Ourense Provincia and the Ribeira sacra region.

Now that Salvador has his drivers licence theory test behind him and with our time running out here in Galicia, we set off last week to explore the Ourense Provincia and the Ribeira Sacra wine region.

Everywhere we (meaning us and all of you) travel we always visit places that are spectacular and say that no photo can do it justice. The Riberia Sacra region is one of those places.

It was magical (we felt like we were in The shire sometimes – that’s hobbit land for all of those non-Tolkien people). On our drive we stopped at a Fogar for lunch which is a very traditional Galician restaurant. It was in the middle of nowhere and very busy with locals. We think fogar means hearth or fireside.

The northern section is on the wide Rio Miño with sky high river banks with endless vineyards dotted with little stone huts. We drove through winding, narrow roads and through beautiful green forests.
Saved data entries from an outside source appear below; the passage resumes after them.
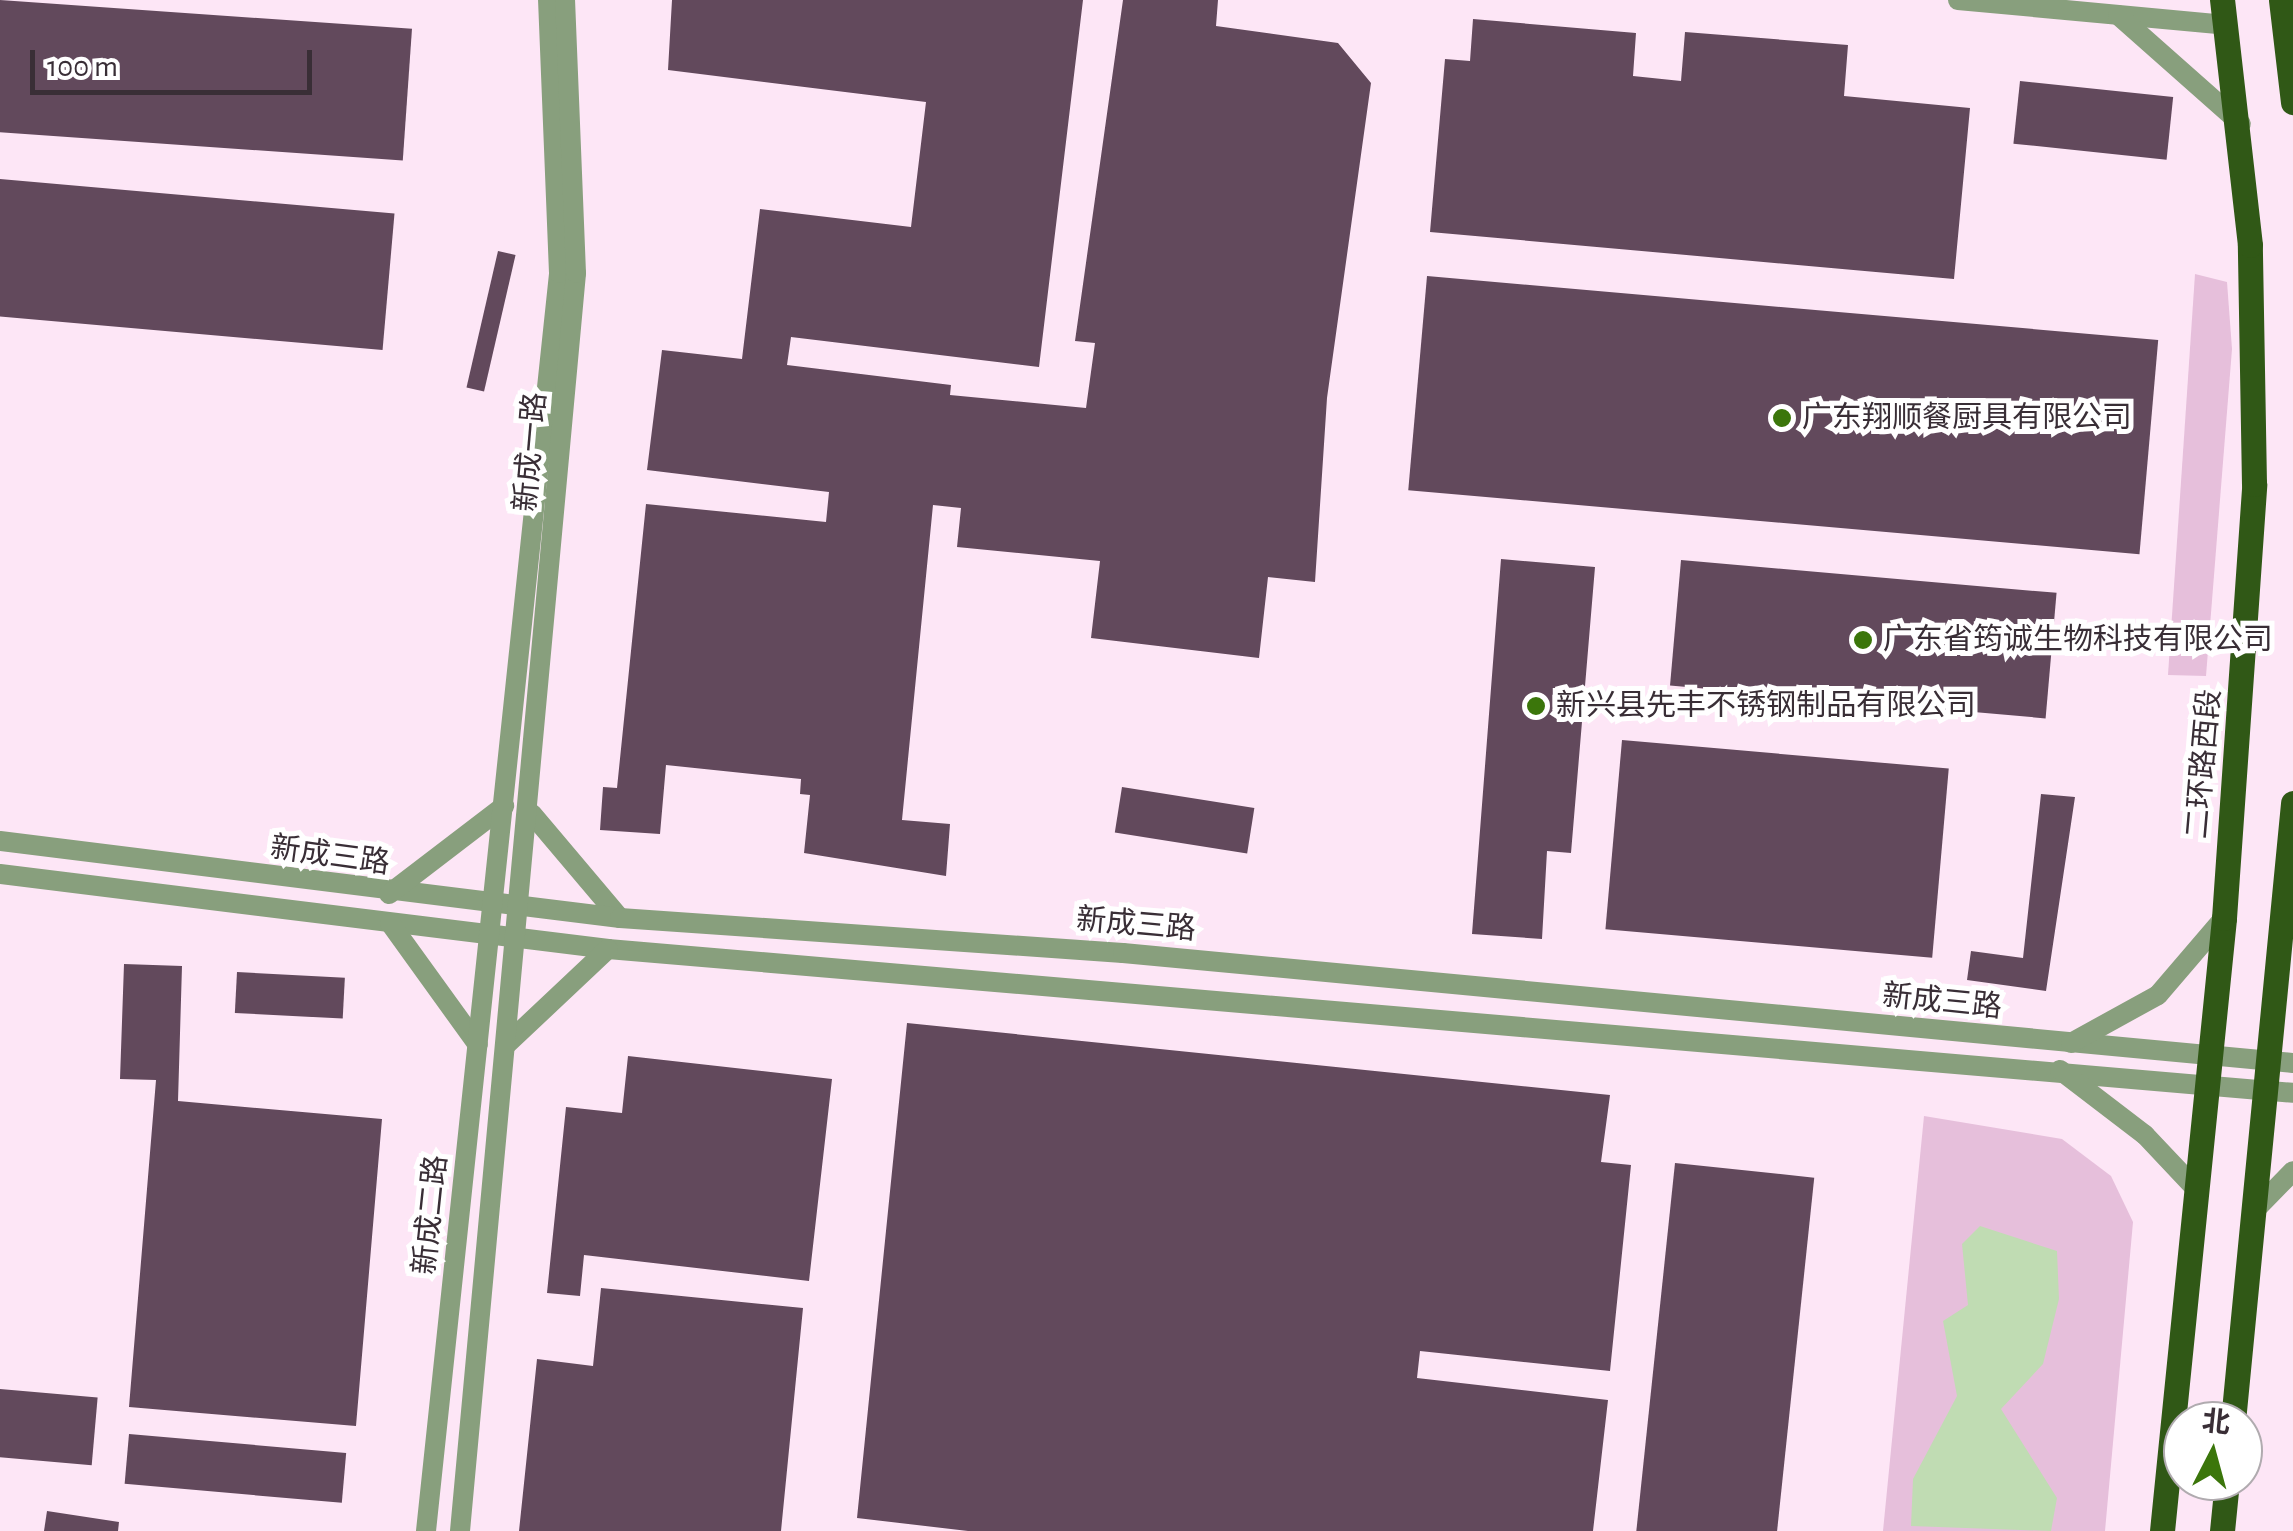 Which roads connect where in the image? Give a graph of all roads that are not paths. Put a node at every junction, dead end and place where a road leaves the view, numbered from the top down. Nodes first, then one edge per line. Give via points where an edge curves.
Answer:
1 (548, 0) edge
2 (566, 0) edge
3 (1958, 0) edge
4 (2286, 8) edge
5 (2224, 12) edge
6 (2118, 15) junction
7 (2293, 102) edge
8 (2241, 124) junction
9 (2293, 803) edge
10 (504, 806) junction
11 (532, 814) junction
12 (0, 842) edge
13 (0, 874) edge
14 (390, 894) junction
15 (488, 905) junction
16 (519, 908) junction
17 (620, 918) junction
18 (2224, 918) junction
19 (390, 923) junction
20 (2278, 930) junction
21 (492, 931) junction
22 (519, 939) junction
23 (608, 950) junction
24 (2293, 952) edge
25 (478, 1044) junction
26 (2070, 1044) junction
27 (506, 1045) junction
28 (2210, 1056) junction
29 (2280, 1062) edge
30 (2058, 1069) junction
31 (2207, 1084) junction
32 (2265, 1090) junction
33 (2293, 1093) edge
34 (2293, 1171) edge
35 (2196, 1189) junction
36 (2255, 1210) junction
37 (2235, 1401) edge
38 (2225, 1501) edge
39 (426, 1531) edge
40 (460, 1531) edge
41 (2162, 1531) edge
42 (2222, 1531) edge

1 - 10 street, 新成一路 via 559,273
2 - 11 street, 新成一路 via 576,273
3 - 6 street
4 - 7 main road
5 - 6 street
5 - 8 main road, 二环路西段
6 - 8 street
8 - 18 main road, 二环路西段 via 2254,484
9 - 20 main road
10 - 14 street
10 - 15 street, 新成一路
11 - 16 street, 新成一路
11 - 17 street
12 - 14 street, 新成三路
13 - 19 street, 新成三路
14 - 15 street, 新成三路
15 - 16 street, 新成三路
15 - 21 street, 新成二路
16 - 17 street, 新成三路
16 - 22 street, 新成二路
17 - 26 street, 新成三路 via 1123,953
18 - 26 street via 2158,995
18 - 28 main road, 二环路西段
19 - 21 street, 新成三路
19 - 25 street
20 - 24 street
20 - 29 main road
21 - 22 street, 新成三路
21 - 25 street, 新成二路
22 - 23 street, 新成三路
22 - 27 street, 新成二路
23 - 27 street
23 - 30 street, 新成三路
25 - 39 street, 新成二路
26 - 28 street, 新成三路
27 - 40 street, 新成二路
28 - 29 street, 新成三路
28 - 31 main road, 二环路西段
29 - 32 main road
30 - 31 street, 新成三路
30 - 35 street via 2145,1135
31 - 32 street, 新成三路
31 - 35 main road, 二环路西段
32 - 33 street, 新成三路
32 - 36 main road
34 - 36 street
35 - 41 main road, 二环路西段
36 - 37 main road
38 - 42 main road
We stopped for a glass of wine (godello white wine from the region) at the Playa Fluvial De A Cova Restaurante & Ocio, right on a small cove on the river. Then we encouraged our Freddie Fiesta to make it up the winding hills to the top where an adega (bodega in espanol or winery in english), the Adegas Moure, gave us spectacular views of the Rio Miño.

We spent one night at a paradore in Montforte de lemos in a beautiful old monastary. Paradores are a network of state-run hotels that are beautiful properties consisting of restored Castles, Monasteries, Convents, Fortresses, Manor Houses, Palaces as well as some exceptional modern properties and are found in some of the most beautiful settings in Spain.
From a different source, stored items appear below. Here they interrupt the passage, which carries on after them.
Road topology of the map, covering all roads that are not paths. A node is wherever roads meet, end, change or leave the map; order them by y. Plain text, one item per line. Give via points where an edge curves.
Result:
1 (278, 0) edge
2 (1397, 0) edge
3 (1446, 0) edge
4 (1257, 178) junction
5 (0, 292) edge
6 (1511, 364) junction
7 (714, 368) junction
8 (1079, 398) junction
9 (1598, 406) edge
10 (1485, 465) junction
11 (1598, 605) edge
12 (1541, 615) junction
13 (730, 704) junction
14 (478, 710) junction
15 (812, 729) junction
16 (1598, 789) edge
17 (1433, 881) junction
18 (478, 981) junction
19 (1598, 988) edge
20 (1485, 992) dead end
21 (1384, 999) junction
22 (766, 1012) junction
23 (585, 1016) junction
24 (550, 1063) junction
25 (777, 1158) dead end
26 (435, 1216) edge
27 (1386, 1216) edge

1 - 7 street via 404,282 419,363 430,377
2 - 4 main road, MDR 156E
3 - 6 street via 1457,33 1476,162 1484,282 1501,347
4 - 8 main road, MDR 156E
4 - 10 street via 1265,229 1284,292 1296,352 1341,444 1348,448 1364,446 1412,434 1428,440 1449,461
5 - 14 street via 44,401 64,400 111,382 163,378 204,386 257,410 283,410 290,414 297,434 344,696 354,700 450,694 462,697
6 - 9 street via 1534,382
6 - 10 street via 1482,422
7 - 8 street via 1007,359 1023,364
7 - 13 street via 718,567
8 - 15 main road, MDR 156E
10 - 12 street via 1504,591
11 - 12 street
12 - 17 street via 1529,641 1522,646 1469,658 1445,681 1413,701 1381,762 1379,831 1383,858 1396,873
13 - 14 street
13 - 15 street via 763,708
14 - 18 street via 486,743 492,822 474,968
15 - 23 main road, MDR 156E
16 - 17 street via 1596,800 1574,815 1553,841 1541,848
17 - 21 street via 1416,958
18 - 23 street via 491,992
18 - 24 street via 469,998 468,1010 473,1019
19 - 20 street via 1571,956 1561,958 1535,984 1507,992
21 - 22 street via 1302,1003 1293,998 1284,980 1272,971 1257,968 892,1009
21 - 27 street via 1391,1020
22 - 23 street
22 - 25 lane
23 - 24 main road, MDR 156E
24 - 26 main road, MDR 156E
We then made our way to the southern part of the Ribeira Sacra to spend 3 nights at Parada de Sil, a very small village on the Cañón del Sil. The forests were full of flowering chestnut trees that were just beautiful.

We did a tour of a small family run winery the Bodega Ronsel do Sil, on the river banks of the Rio Sil. Everything is done by hand and the hills are very steep. Amazing and the wine was so good.

The whole area is spotted with miradors (scenic look outs) and forests and again very windy hilly roads. We visited the Balcón de Madrid near the village of Parada de Sil where we stayed, for some specatular views.

We almost lost Freddie Fiesta over the embankment, when we parked to catch a boat tour along the Rio Sil. We spent an hour on the boat tour and the Cañón del Sil is spectacular. We were astonished to see small vineyards amongst the very steep rocky outcrops. They could only be reached by boat. There was one small winery that only produces 150 bottles a year and so of course they cost a gazzillion dollars.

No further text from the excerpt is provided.